In the late 1920s and early 1930s Germany was nearly bankrupt.  Its economy was in free fall, unemployment was extremely high, and there seemed to be no hope.  Adolph Hitler took advantage of those extreme circumstance to wrest control of a constitutionally based government into a government-run at the whim of an individual political party, the Nazis.  Hitler used fear and prejudices early in role as chancellor of Germany to convince the German people that his draconian measures were necessary for the German economy and for the survival as Germany.  The German people allowed their fears to control them and fave Hitler carte blanch.  It was not long before those who opposed what he was doing to be called unpatriotic and arrested.  Laws were changed to suit his political ambition.  The judicial branch became so compromised that it was rendered impotent.  What happened after that was very predictable.  We know the history from then on but can such things happen in America today?

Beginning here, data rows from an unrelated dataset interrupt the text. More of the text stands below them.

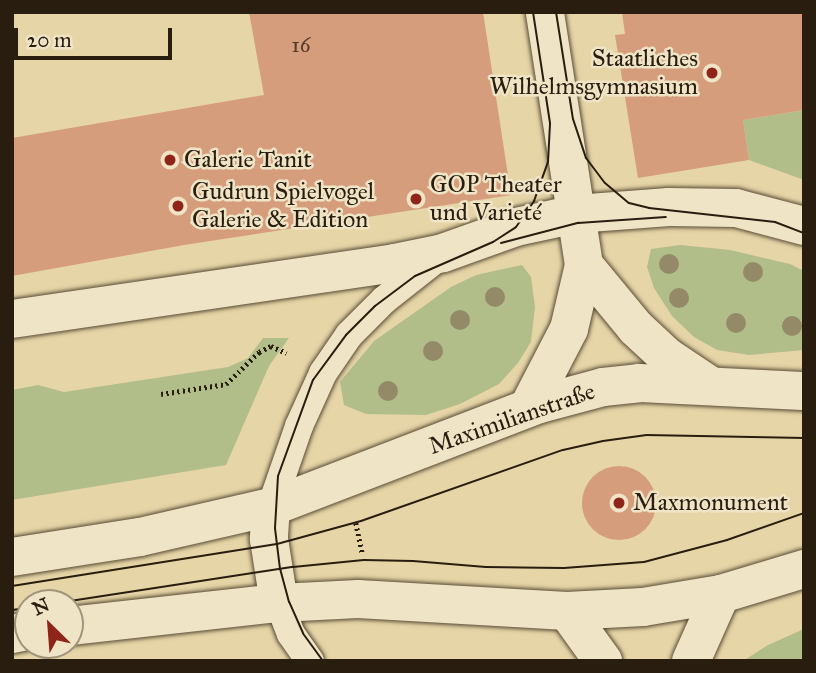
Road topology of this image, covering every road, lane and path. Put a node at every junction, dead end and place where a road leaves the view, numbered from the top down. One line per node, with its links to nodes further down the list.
1 (545, 12): 2 (street)
2 (576, 214): 3 (street); 4 (street); 5 (street)
3 (804, 226)
4 (443, 253): 6 (street); 13 (lane)
5 (584, 265): 8 (street); 11 (street)
6 (12, 319)
7 (287, 353): 10 (path)
8 (711, 386): 9 (street, Maximilianstraße); 11 (street, Maximilianstraße)
9 (804, 391)
10 (161, 394)
11 (527, 408): 12 (street, Maximilianstraße)
12 (331, 486): 13 (street, Maximilianstraße); 17 (path)
13 (271, 507): 14 (street, Maximilianstraße); 18 (street)
14 (12, 557)
15 (804, 569): 16 (street)
16 (721, 594): 19 (street); 23 (street)
17 (358, 599): 18 (street); 19 (street)
18 (279, 603): 20 (street); 21 (lane)
19 (567, 611): 22 (street)
20 (84, 624)
21 (310, 661)
22 (603, 661)
23 (691, 661)

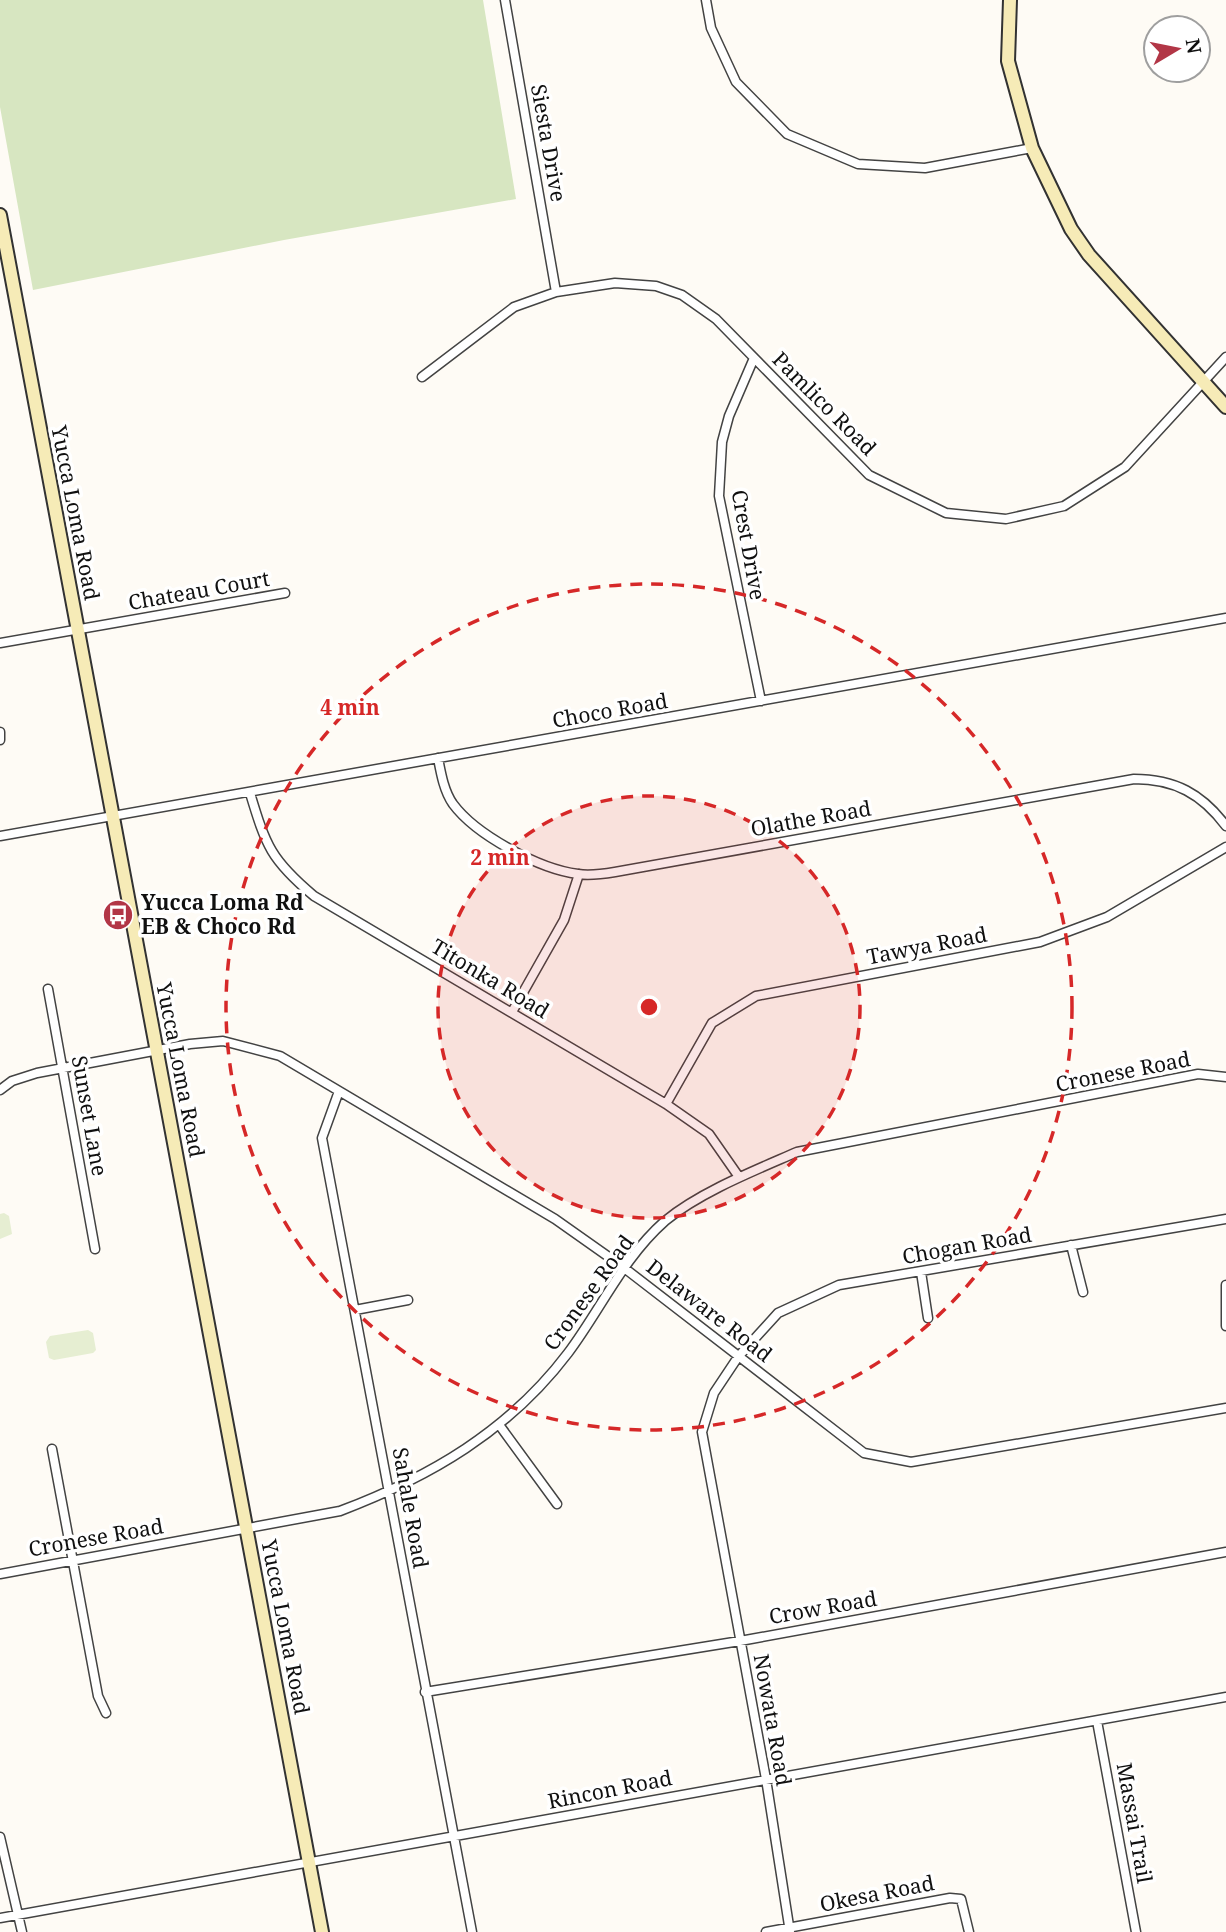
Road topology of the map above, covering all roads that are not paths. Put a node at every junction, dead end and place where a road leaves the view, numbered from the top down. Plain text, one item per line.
1 (505, 0) edge
2 (706, 0) edge
3 (1010, 0) edge
4 (1032, 148) junction
5 (0, 215) edge
6 (556, 292) junction
7 (1226, 357) edge
8 (754, 358) junction
9 (422, 377) dead end
10 (1203, 381) junction
11 (1226, 407) edge
12 (285, 593) dead end
13 (1226, 618) edge
14 (77, 630) junction
15 (0, 643) edge
16 (761, 701) junction
17 (0, 732) edge
18 (0, 740) edge
19 (438, 758) junction
20 (250, 793) junction
21 (113, 816) junction
22 (1226, 826) edge
23 (0, 836) edge
24 (1226, 847) edge
25 (579, 874) junction
26 (48, 989) dead end
27 (512, 1012) junction
28 (157, 1050) junction
29 (62, 1068) junction
30 (1226, 1077) edge
31 (0, 1090) edge
32 (339, 1091) junction
33 (666, 1104) junction
34 (739, 1177) junction
35 (1226, 1219) edge
36 (1071, 1244) junction
37 (94, 1249) dead end
38 (623, 1267) junction
39 (921, 1272) junction
40 (1226, 1285) edge
41 (1083, 1292) dead end
42 (408, 1300) dead end
43 (355, 1310) junction
44 (928, 1318) dead end
45 (1226, 1326) edge
46 (738, 1357) junction
47 (1226, 1408) edge
48 (500, 1426) junction
49 (52, 1448) dead end
50 (389, 1492) junction
51 (557, 1504) dead end
52 (247, 1528) junction
53 (1226, 1552) edge
54 (74, 1561) junction
55 (0, 1574) edge
56 (740, 1641) junction
57 (425, 1692) junction
58 (1226, 1697) edge
59 (106, 1713) dead end
60 (1097, 1721) junction
61 (766, 1779) junction
62 (0, 1837) edge
63 (455, 1837) junction
64 (310, 1861) junction
65 (19, 1914) junction
66 (0, 1918) edge
67 (789, 1930) edge
68 (22, 1932) edge
69 (323, 1932) edge
70 (472, 1932) edge
71 (766, 1932) edge
72 (969, 1932) edge
73 (1136, 1932) edge

1 - 6 street, Siesta Drive
2 - 4 street
3 - 4 main road
4 - 10 main road
5 - 14 main road, Yucca Loma Road
6 - 8 street, Pamlico Road
6 - 9 street, Pamlico Road
7 - 10 street, Pamlico Road
8 - 10 street, Pamlico Road
8 - 16 street, Crest Drive
10 - 11 main road
12 - 14 street, Chateau Court
13 - 16 street, Choco Road
14 - 15 street, Chateau Court
14 - 21 main road, Yucca Loma Road
16 - 19 street, Choco Road
17 - 18 street
19 - 20 street, Choco Road
19 - 25 street, Olathe Road
20 - 21 street, Choco Road
20 - 27 street, Titonka Road
21 - 23 street, Choco Road
21 - 28 main road, Yucca Loma Road
22 - 25 street, Olathe Road
24 - 33 street, Tawya Road
25 - 27 street
26 - 29 street, Sunset Lane
27 - 33 street, Titonka Road
28 - 29 street, Delaware Road
28 - 32 street, Delaware Road
28 - 52 main road, Yucca Loma Road
29 - 31 street, Delaware Road
29 - 37 street, Sunset Lane
30 - 34 street, Cronese Road
32 - 38 street, Delaware Road
32 - 43 street, Sahale Road
33 - 34 street, Titonka Road
34 - 38 street, Cronese Road
35 - 36 street, Chogan Road
36 - 39 street, Chogan Road
36 - 41 street
38 - 46 street, Delaware Road
38 - 48 street, Cronese Road
39 - 44 street
39 - 46 street, Chogan Road
40 - 45 street
42 - 43 street
43 - 50 street, Sahale Road
46 - 47 street, Delaware Road
46 - 56 street, Nowata Road
48 - 50 street, Cronese Road
48 - 51 street
49 - 54 street
50 - 52 street, Cronese Road
50 - 57 street, Sahale Road
52 - 54 street, Cronese Road
52 - 64 main road, Yucca Loma Road
53 - 56 street, Crow Road
54 - 55 street, Cronese Road
54 - 59 street
56 - 57 street, Crow Road
56 - 61 street, Nowata Road
57 - 63 street, Sahale Road
58 - 60 street, Rincon Road
60 - 61 street, Rincon Road
60 - 73 street, Massai Trail
61 - 63 street, Rincon Road
61 - 67 street, Nowata Road
62 - 65 street
63 - 64 street, Rincon Road
63 - 70 street, Sahale Road
64 - 65 street, Rincon Road
64 - 69 main road, Yucca Loma Road
65 - 66 street, Rincon Road
65 - 68 street
67 - 71 street, Okesa Road
67 - 72 street, Okesa Road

The degree to which Hitler took things in Germany are unlikely to happen in the U.S. but that does not mean we are immune from treading on similar grounds.  One of the best known portions of the “Patriot Act” was the corruption of our absolute right against unreasonable search and seizure, the 4th Amendment.  What it did was allow certain government agencies the right to search without a warrant, the right to wire-tap without a warrant, and the right to detain people without the ability to retain an attorney or be charged within 24 hours.  Our 5th, 6th, and 7th Amendment rights, the right against self-incrimination, speedy trial, and trial by jury were all compromised.  Americans allowed their fears to control them and so allowed Pres. Bush to put this act in place with very little opposition.  What we should know, it is harder to repeal a law than put one in place.  We need to be extremely judicious and cautious about any law that even gives the appearance of reducing any of our Constitutional rights.

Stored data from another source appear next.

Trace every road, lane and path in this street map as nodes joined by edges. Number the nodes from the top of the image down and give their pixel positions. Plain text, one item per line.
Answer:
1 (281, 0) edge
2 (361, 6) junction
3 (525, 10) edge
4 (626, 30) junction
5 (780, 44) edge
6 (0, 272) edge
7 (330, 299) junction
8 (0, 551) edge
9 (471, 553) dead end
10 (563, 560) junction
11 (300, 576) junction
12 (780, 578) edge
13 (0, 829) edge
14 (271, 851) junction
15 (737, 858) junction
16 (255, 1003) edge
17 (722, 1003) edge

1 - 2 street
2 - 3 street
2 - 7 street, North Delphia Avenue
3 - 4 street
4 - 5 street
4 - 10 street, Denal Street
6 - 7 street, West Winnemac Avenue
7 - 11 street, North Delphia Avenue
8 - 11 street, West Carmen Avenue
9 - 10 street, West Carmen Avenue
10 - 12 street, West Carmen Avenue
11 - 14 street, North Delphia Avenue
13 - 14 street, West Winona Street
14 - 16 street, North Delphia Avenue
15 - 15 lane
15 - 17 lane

Another very common attack is the one against our first amendment rights, the part that says: “Congress shall make no law respecting an establishment of religion, or prohibiting the free exercise thereof.”  In 1963 a woman named Madeline Murray O’Hare challenged the reading of the Bible in public schools.  I can tell you I personally believed her to be the devil incarnate at the time.  Prayer in school was a tradition.  The furor raised over the issue at the time was immense.  The U.S. Supreme Court ruled that prayer and Bible reading in public schools was unconstitutional.

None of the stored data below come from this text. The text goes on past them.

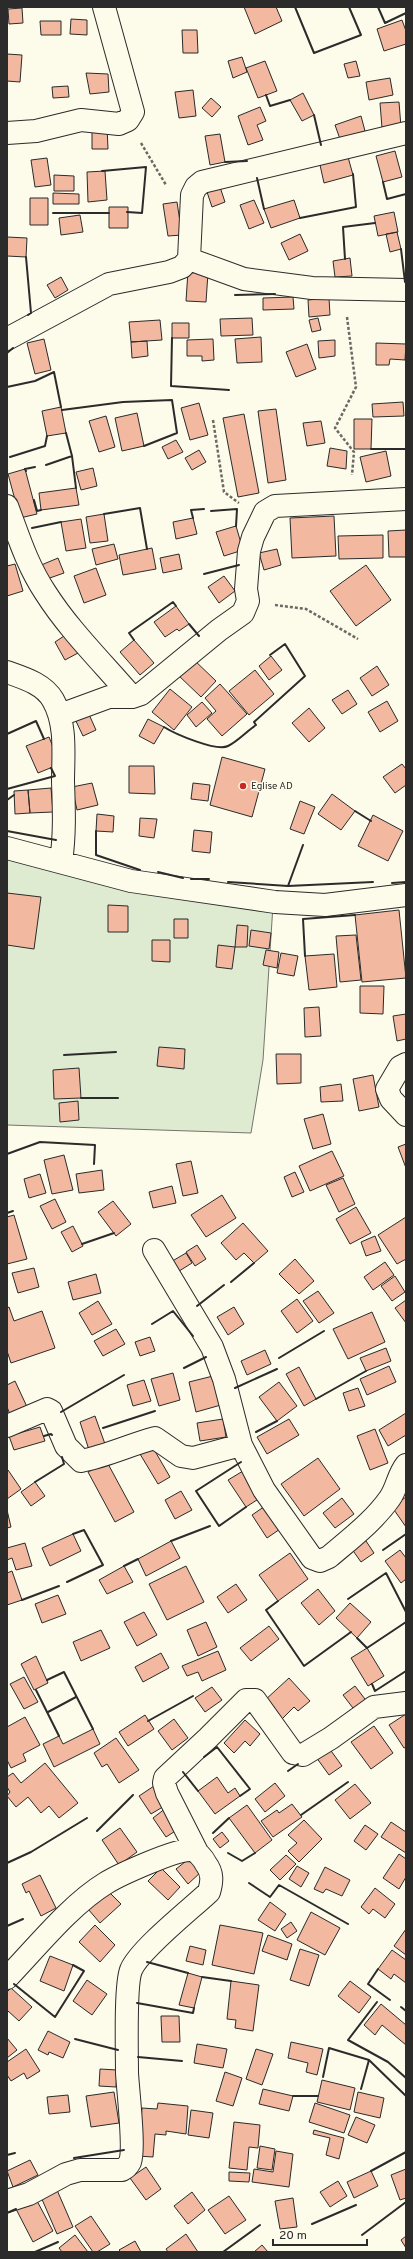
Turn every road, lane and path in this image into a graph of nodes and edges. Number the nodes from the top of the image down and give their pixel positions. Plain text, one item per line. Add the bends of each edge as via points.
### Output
1 (104, 7) edge
2 (128, 120) junction
3 (7, 133) edge
4 (406, 133) edge
5 (190, 211) junction
6 (189, 259) junction
7 (343, 289) junction
8 (406, 290) edge
9 (7, 340) edge
10 (213, 420) dead end
11 (406, 499) edge
12 (348, 501) junction
13 (7, 506) edge
14 (262, 519) junction
15 (248, 601) junction
16 (358, 639) dead end
17 (7, 672) edge
18 (132, 697) junction
19 (60, 715) junction
20 (7, 848) edge
21 (62, 862) junction
22 (406, 895) edge
23 (406, 1064) edge
24 (406, 1115) edge
25 (154, 1250) dead end
26 (7, 1426) edge
27 (241, 1445) junction
28 (406, 1465) edge
29 (406, 1703) edge
30 (197, 1852) junction
31 (7, 1978) edge
32 (7, 2201) edge

1 - 2 street via 133,112
2 - 3 street via 120,124 81,120 36,130
2 - 5 path via 168,188
4 - 5 street via 202,182 192,195
5 - 6 street
6 - 7 street via 244,279 312,288
6 - 9 street via 182,267 170,272 109,284
7 - 8 street
7 - 12 path via 356,387 335,428 354,452
10 - 14 path via 224,492
11 - 12 street
12 - 14 street via 275,506 265,512
13 - 18 street via 27,561 45,592 72,628
14 - 15 street via 249,551 246,589
15 - 16 path via 306,609
15 - 18 street via 243,613 142,694
17 - 19 street via 30,680 53,699
18 - 19 street via 109,697
19 - 21 street via 63,735 65,833
20 - 21 street
21 - 22 street via 131,881 275,902 325,905
23 - 24 street via 400,1067 387,1089 391,1099
25 - 27 street via 212,1347 224,1379
26 - 27 street via 47,1409 51,1410 66,1446 81,1462 107,1456 155,1438 181,1456 193,1458
27 - 28 street via 264,1490 312,1558 320,1561 329,1557 379,1512 391,1496
29 - 30 street via 374,1707 303,1755 293,1753 255,1700 246,1700 165,1778 167,1793
30 - 31 street via 190,1850 175,1853 106,1883 84,1899
30 - 32 street via 210,1870 212,1881 209,1892 142,1954 131,1970 127,2073 131,2160 122,2170 80,2170 66,2174 29,2194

It took me a long time to get my arms around this but I now see that such separation is absolutely necessary.  One simple question needs to be asked of each person.  Whose prayers or whose Bible would we read and say?  There are hundreds, maybe thousands, of translations to the Bible and just as many different religions.  But just as importantly is the right of an individual to not believe in God and therefore, not be put in a position where someone’s God is forced upon them.  And that is exactly what the writers of the Constitution were thinking when they proposed this amendment.  They knew of the English law requiring the Church of England be part of the government and they did not want that repeated in the U.S.

Section 8 of the constitution states that Congress shall have the power “To regulate Commerce with foreign Nations, and among the several States, and with the Indian Tribes;”  That power is being systematically eroded by powerful political action committees.  Various industries in the United States, and abroad, have formed coalitions to prevent or reduce regulation of their business.  These PACs have become so powerful that they know they can sway a Congressional vote to favor them at almost any time.  This is an absolute assault upon us because the government is “of the people” as Abraham Lincoln noted.  Nowhere is there any reference to our government being responsible for the well-being of individual commercial adventures, and yet that is exactly what is happening today.

We need to jealously guard of civil rights and question anyone who even suggests we give up even the smallest portion of any one of them.  We cannot become complacent about protecting them because any freedom lost is doubly hard to regain.